Something really special about university model schooling is that the parents are a partner in their children’s education. We are constantly aware of what our children are learning, where they excel, and where they struggle. This has helped us better work with our children and help us focus on any areas that need special attention.
This model of schooling also gives us a lot of opportunities to bond with our children. Doing school work together three days a week can be something that strengthens our relationship. We can build memories, trust, and depth of knowledge of each other. Still, home satellite days can be extremely challenging, so it can also be a great strain our relationship if we aren’t careful.
This option is much less expensive than a traditional private school.

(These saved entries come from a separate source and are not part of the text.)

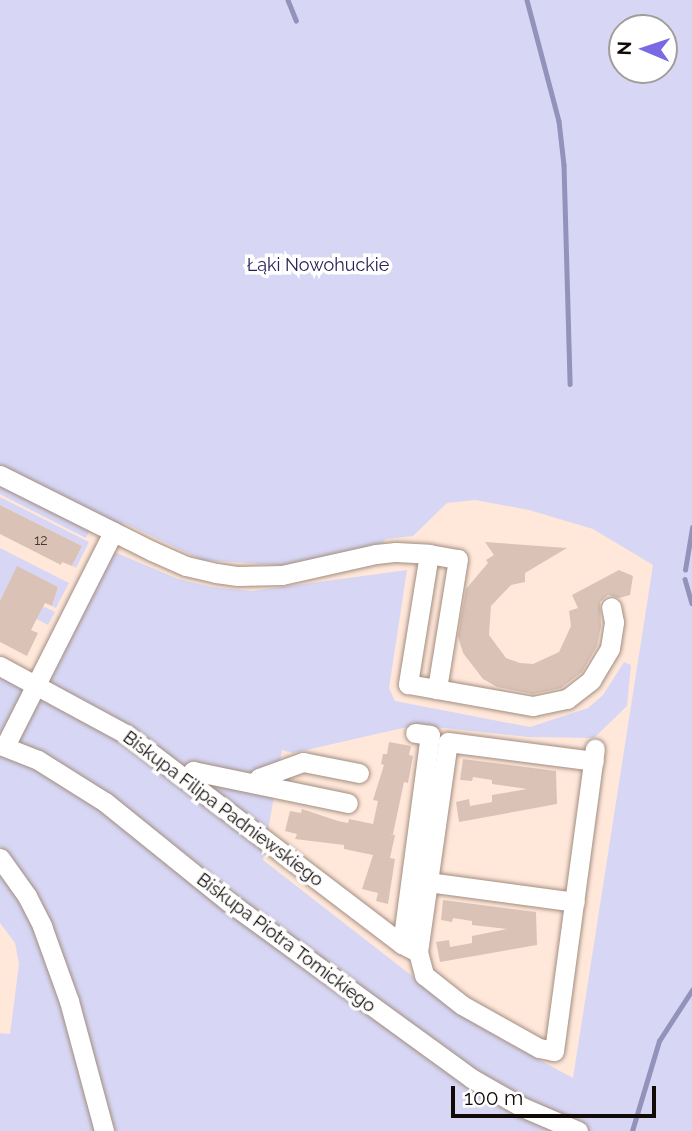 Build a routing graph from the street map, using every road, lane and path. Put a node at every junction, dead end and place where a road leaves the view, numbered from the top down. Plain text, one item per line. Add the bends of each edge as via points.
1 (0, 475) edge
2 (113, 532) junction
3 (420, 553) junction
4 (611, 607) dead end
5 (0, 666) edge
6 (37, 685) junction
7 (437, 689) junction
8 (415, 733) dead end
9 (3, 746) edge
10 (359, 773) dead end
11 (187, 780) junction
12 (258, 784) junction
13 (348, 803) dead end
14 (0, 858) edge
15 (428, 882) junction
16 (575, 902) junction
17 (410, 948) junction
18 (104, 1131) edge
19 (578, 1131) edge

1 - 2 street
2 - 3 street via 186,566 238,576 282,575 376,554
2 - 6 street
3 - 7 street via 408,684
3 - 7 street via 458,559
4 - 7 street via 610,648 591,680 566,699 533,706
5 - 6 street, Biskupa Filipa Padniewskiego
6 - 9 street
6 - 11 street, Biskupa Filipa Padniewskiego via 126,734
8 - 17 street via 430,735
9 - 19 street, Biskupa Piotra Tomickiego via 65,775 105,802 229,902 471,1078 513,1103
10 - 12 street via 303,762 259,778
11 - 12 street via 193,771
11 - 17 street, Biskupa Filipa Padniewskiego
12 - 13 street
14 - 18 street via 42,926 69,1001
15 - 16 street
15 - 16 street via 448,742 594,755
15 - 17 street
16 - 17 street via 554,1051 535,1046 462,1006 425,975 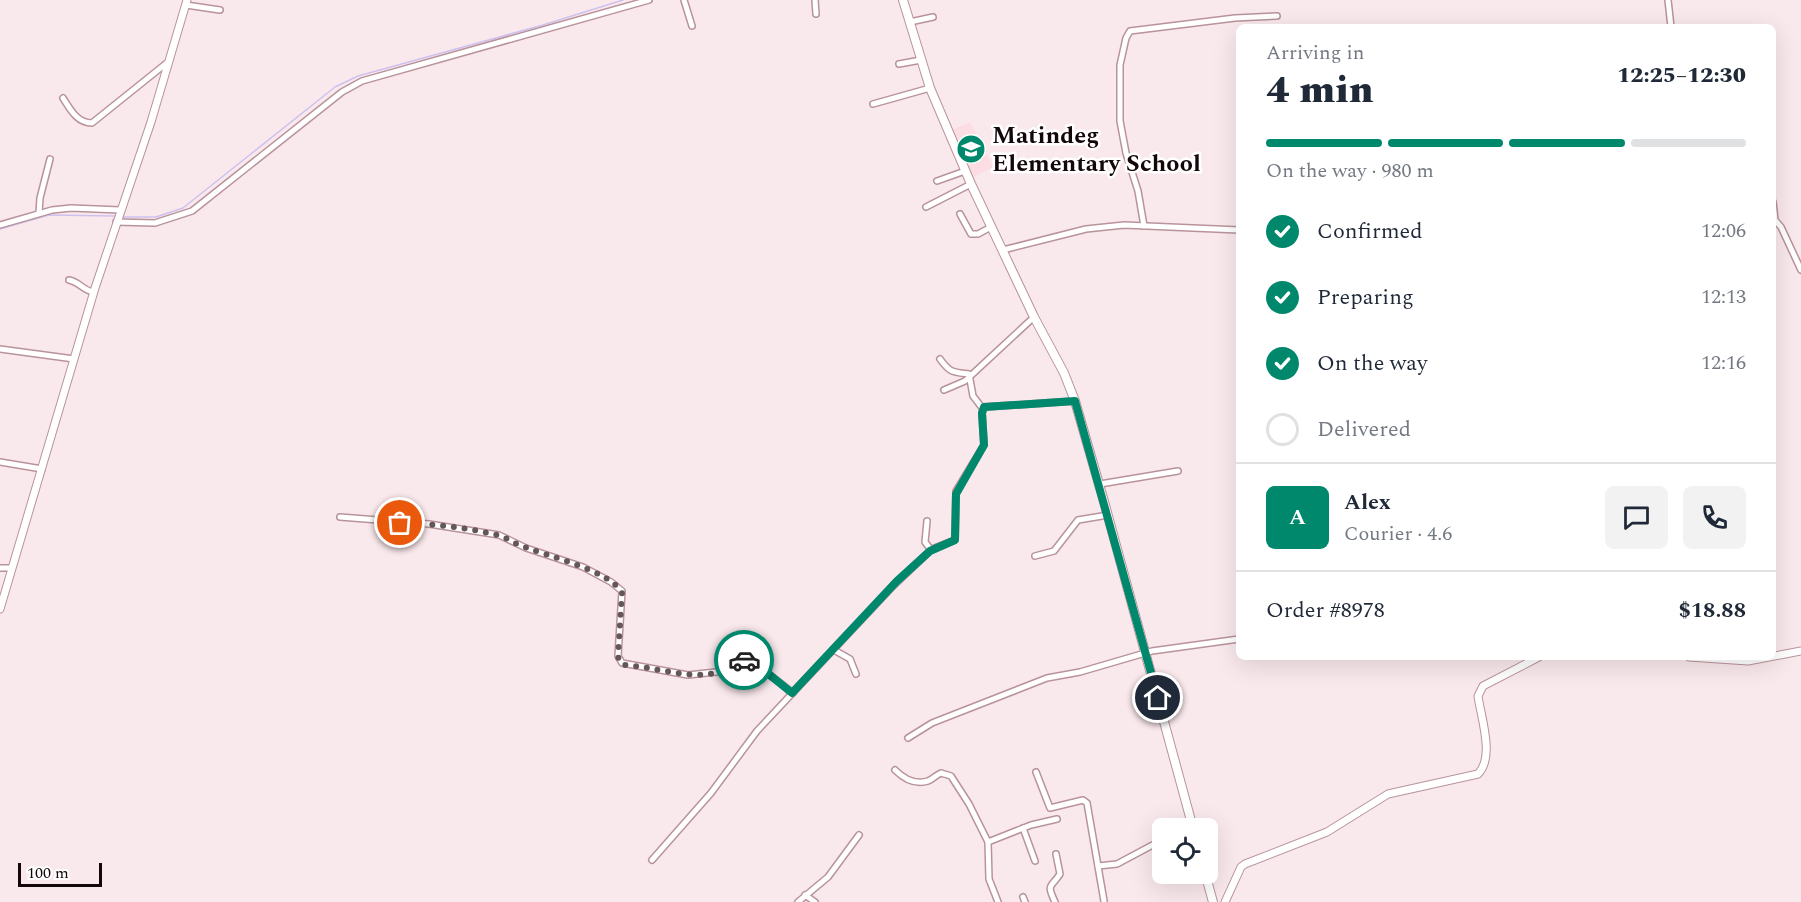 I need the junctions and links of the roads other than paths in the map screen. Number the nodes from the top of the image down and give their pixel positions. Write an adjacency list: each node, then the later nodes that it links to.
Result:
1 (649, 0): 28 (street)
2 (684, 0): 13 (street)
3 (816, 0): 8 (street)
4 (903, 0): 11 (main road)
5 (1668, 0): 12 (street)
6 (186, 2): 7 (street); 15 (street)
7 (220, 10)
8 (816, 14)
9 (1277, 16): 31 (street)
10 (933, 17): 11 (street)
11 (910, 22): 14 (main road)
12 (1671, 24)
13 (692, 26)
14 (921, 60): 16 (street); 17 (main road)
15 (169, 61): 18 (street); 25 (street)
16 (899, 64)
17 (930, 88): 19 (street); 21 (main road)
18 (63, 98)
19 (873, 104)
20 (50, 159): 26 (street)
21 (965, 171): 22 (street); 23 (main road)
22 (937, 181)
23 (971, 184): 24 (street); 32 (main road)
24 (926, 207)
25 (120, 210): 26 (street); 28 (street)
26 (39, 213): 30 (street)
27 (960, 214): 32 (street)
28 (116, 222): 37 (street)
29 (1776, 222): 35 (street)
30 (0, 225)
31 (1144, 226): 33 (street); 34 (street)
32 (991, 227): 34 (main road)
33 (1236, 230)
34 (1003, 250): 38 (main road)
35 (1801, 270)
36 (69, 280): 37 (street)
37 (94, 292): 40 (street)
38 (1034, 317): 42 (street); 44 (main road)
39 (0, 348): 40 (street)
40 (74, 359): 47 (street)
41 (940, 359): 42 (street)
42 (969, 377): 43 (street); 45 (street)
43 (944, 390)
44 (1075, 401): 45 (street); 49 (main road)
45 (983, 409): 53 (street)
46 (0, 462): 47 (street)
47 (42, 470): 56 (street)
48 (1178, 471): 49 (street)
49 (1100, 484): 50 (main road)
50 (1108, 515): 54 (street); 61 (main road)
51 (340, 518): 67 (street)
52 (927, 520): 53 (street)
53 (931, 550): 59 (street)
54 (1035, 556)
55 (0, 568): 56 (street)
56 (12, 568): 57 (street)
57 (0, 609)
58 (1236, 639): 61 (street)
59 (834, 650): 66 (street); 67 (street)
60 (1801, 651): 62 (street)
61 (1146, 653): 68 (street); 71 (main road)
62 (1776, 656)
63 (1534, 660): 89 (street)
64 (1733, 660): 65 (street)
65 (1753, 660)
66 (856, 674)
67 (792, 693): 78 (street)
68 (908, 738)
69 (895, 770): 75 (street)
70 (1036, 772): 80 (street)
71 (1190, 818)
72 (1057, 819): 73 (street)
73 (1023, 828): 75 (street); 79 (street)
74 (859, 835): 82 (street)
75 (988, 842): 85 (street)
76 (1152, 845): 80 (street)
77 (1056, 854): 86 (street)
78 (652, 860)
79 (1035, 861)
80 (1098, 866): 87 (street)
81 (1208, 884): 88 (main road)
82 (805, 895): 83 (street); 84 (street)
83 (798, 902)
84 (815, 902)
85 (998, 902)
86 (1055, 902)
87 (1103, 902)
88 (1213, 902)
89 (1225, 902)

My assumption is because children aren’t in the classroom full time.
I’m grateful I don’t have to choose my children’s school curriculum or or worry about the pace of learning. It’s nice to have a teacher send home work and tell you when it’s due. The teachers do the vast majority of the teaching, and the parents work more on the practice and repetition part of learning, which is a relief for me.
Another benefit of university model schools is that students are challenged by teachers on classroom days since they only have two to three of those days a week. The university model schools I’m aware of have very rigorous school days, because students do a lot more when they don’t have in-person school days back to back. University model schools also seem to share the idea of having smaller classroom sizes, so teachers can do more with students.
I’m also glad our teachers don’t have to worry about state testing. They are free to teach our children without the fear of testing.
Finally, I love private school so kids can make some of their own rules. I love that they don’t allow cell phones at school. It’s not so easy for public schools to make these type of rules, but private schools have much more leeway.
As wonderful as university model schooling is, a major challenge is being your child’s teacher. There is also a lot of room for our children to practice self control and self motivation. Somehow at school my children are saints, kindly doing what teachers ask.
But at home they do not feel the same need for niceties. Doing school work takes a lot of self control when teachers and classmates aren’t around. This can be extremely exhausting, but I feel like the struggle now is worth the payoff later.
Another challenge is if you have more than one school-aged children who may need your help. Even more challenging is if you have preschool-aged children who need your attention.
At some point, most kids can do their satellite work on their own. But in the early years, parents should be with their child during their at-home days.
I’m so thankful for our university model experience. It’s been a hard road that’s taken a lot of time and energy, but the extra time we have had with our kids and the life skills they are learning are invaluable.